40In my view, this submission is unsustainable. It constituted a challenge to a finding which was clearly open to the primary judge to adopt based on his acceptance of the respondent's evidence that he did not hear the collision. This submission is surprising as his Honour found at [60] that the impact was of a glancing nature and caused no discernable damage to the truck, a finding which is not challenged. The fact that Mr Dodds had, presumably, heard and/or observed the collision is not capable of giving rise to an inference that the respondent must have heard the collision from inside the cab of his truck in circumstances where there was no evidence one way or the other as to whether or not he had his windows open. There was no evidence as to where Mr Dodds was standing at the time or whether he was close to or far away from where the collision occurred. As his Honour noted, no adverse inference could be drawn from the fact that Mr Dodds was not called. On the other hand no inference favourable to either party can be drawn from the mere fact that he offered his assistance to the appellant. As there is no evidence as to what Mr Dodds might have said had he been called, this finding of the primary judge of which complaint is made was not " glaringly improbable" as alleged. It follows that Grounds 1 and 3 must be rejected.

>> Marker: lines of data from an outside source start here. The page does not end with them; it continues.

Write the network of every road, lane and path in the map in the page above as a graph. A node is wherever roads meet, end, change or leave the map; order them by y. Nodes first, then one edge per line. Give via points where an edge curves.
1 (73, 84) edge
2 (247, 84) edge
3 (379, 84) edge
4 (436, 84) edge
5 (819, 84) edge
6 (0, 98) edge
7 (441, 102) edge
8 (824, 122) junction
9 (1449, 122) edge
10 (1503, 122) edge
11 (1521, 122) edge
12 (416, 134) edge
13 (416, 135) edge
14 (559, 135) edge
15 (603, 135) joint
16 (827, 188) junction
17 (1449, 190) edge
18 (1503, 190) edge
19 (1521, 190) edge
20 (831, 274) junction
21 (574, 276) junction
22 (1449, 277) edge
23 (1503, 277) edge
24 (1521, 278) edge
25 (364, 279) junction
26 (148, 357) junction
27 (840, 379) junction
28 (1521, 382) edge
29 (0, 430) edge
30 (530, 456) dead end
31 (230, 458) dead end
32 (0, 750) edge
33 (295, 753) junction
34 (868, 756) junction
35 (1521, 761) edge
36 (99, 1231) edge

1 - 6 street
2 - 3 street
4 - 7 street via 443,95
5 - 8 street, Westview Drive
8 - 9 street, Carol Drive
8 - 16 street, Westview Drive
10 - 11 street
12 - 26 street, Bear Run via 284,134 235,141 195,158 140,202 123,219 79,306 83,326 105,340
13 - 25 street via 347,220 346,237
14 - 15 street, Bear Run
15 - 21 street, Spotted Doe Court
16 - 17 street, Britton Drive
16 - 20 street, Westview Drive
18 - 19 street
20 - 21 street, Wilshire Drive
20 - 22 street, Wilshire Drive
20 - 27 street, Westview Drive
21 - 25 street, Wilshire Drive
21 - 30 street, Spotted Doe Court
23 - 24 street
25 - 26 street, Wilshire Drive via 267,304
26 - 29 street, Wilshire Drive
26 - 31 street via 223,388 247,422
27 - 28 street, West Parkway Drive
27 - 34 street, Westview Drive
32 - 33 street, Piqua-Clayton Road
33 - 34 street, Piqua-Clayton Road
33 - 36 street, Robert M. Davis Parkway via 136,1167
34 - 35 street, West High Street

41Grounds 2, 4 and 5 are in the following terms:
Ground 2:
The learned trial judge made a determination that was glaringly improbable in that his Honour was not persuaded that anything about the appellant's vehicle ought to have put the respondent on notice, further the appellant had his blinker on but that ought not to have given any such warning to the respondent.
Ground 4:
His Honour erred by failing to determine that the respondent failed in all the circumstances to keep a proper lookout.
Ground 5:
His Honour erred by failing to determine that the respondent did not give way to the appellant's vehicle either pursuant to the Australian Road Rules or in the alternative in the exercise of reasonable care.
42It was submitted that the evidence established first, that the appellant had activated his right hand indicator which would have signalled to anyone who saw it that he was intending, when he could, to change lanes. Secondly, a photograph of the truck revealed a cabin that was higher above the surface of the road than that of the appellant's vehicle. Thirdly, the driver's cabin of the truck had a large glass front windscreen which, so it was asserted, would have provided him with a wide and elevated view for the purpose of enabling him to keep a proper look out. However, no questions were directed in cross examination of the respondent along the lines of this submission to suggest that he must therefore have seen the appellant's vehicle move towards lane 2 and heard the collision.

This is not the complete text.